CALC 2
Using rectangles each of whose height is given by the value of the function at the midpoint of the rectangle's base (the midpoint rule), estimate the area under the graph of the following function, using first two and then four rectangles. f(x) = 2/x between x=5 and x=9
I did the 4 rectangle part of the question.

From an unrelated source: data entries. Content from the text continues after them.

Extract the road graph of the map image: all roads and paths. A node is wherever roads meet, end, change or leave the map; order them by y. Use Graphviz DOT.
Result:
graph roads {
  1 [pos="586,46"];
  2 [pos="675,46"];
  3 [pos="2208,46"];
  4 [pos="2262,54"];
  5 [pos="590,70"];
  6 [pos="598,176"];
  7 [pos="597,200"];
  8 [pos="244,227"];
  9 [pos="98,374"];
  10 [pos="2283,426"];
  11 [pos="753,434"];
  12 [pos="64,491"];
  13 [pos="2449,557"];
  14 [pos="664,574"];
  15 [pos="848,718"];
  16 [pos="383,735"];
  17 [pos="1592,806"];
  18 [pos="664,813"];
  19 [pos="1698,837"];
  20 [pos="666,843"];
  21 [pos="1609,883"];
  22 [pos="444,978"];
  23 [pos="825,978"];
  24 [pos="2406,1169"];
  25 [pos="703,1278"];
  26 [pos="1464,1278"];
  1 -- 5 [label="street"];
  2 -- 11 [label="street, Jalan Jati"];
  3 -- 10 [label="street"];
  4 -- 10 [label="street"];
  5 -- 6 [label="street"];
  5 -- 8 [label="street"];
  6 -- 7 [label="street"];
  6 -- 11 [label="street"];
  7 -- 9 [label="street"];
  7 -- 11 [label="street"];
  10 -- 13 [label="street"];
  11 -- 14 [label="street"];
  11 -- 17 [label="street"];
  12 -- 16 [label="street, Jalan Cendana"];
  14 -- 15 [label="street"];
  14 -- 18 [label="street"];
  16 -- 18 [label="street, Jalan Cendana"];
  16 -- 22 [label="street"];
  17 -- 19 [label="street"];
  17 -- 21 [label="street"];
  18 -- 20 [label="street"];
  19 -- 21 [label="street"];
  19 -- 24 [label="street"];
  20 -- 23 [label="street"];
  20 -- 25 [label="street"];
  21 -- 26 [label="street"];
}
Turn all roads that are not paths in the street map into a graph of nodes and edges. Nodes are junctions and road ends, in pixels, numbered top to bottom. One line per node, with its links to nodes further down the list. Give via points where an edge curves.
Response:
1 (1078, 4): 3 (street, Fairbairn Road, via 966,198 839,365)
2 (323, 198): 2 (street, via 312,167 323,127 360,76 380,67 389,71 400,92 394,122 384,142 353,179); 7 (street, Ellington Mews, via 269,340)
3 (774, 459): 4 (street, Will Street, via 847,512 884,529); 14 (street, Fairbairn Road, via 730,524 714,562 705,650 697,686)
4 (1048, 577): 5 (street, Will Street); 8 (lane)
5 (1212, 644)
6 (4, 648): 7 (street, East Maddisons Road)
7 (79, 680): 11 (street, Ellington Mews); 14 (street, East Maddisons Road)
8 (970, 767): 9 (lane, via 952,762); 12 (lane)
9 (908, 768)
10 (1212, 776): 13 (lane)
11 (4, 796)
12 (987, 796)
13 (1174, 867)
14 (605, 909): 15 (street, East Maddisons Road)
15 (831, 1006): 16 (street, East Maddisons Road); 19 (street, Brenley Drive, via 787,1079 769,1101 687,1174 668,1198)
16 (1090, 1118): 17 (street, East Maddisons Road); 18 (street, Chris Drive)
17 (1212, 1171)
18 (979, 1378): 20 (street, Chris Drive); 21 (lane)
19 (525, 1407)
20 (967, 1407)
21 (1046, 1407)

You do the easier part with only 2 rectangles
Each rectangle has a width of 1 unit and the midpoint values are
5.5, 6.5, 7.5, and 8.5
f(5.5) = 2/5.5 = .3636
f(6.5) = 2/6.5 = .3077
f(7.5) = .2667
f(8.5) = .2353
appr area = (1)(.3636 + .3077 + .2667 + .2353) = 1.1733
(actual area by calculus) = 1.1756
To estimate the area under the graph of the function f(x) = 2/x between x = 5 and x = 9 using the midpoint rule, we need to divide the interval into rectangles and calculate the area of each rectangle.
First, let's start with two rectangles:
1. Divide the interval [5, 9] into two equal subintervals: [5, 7] and [7, 9].
2. For each subinterval, find the midpoint. The midpoint of [5, 7] is (5 + 7)/2 = 6, and the midpoint of [7, 9] is (7 + 9)/2 = 8.
3. Calculate the height of each rectangle by evaluating the function at the corresponding midpoint. For the first rectangle, the height is f(6) = 2/6, and for the second rectangle, the height is f(8) = 2/8.
4. Calculate the width of each rectangle. Since we have divided the interval into two equal subintervals, the width of each rectangle is (9 - 5)/2 = 2.
5. Calculate the area of each rectangle by multiplying the height by the width. For the first rectangle, the area is (2/6) * 2, and for the second rectangle, the area is (2/8) * 2.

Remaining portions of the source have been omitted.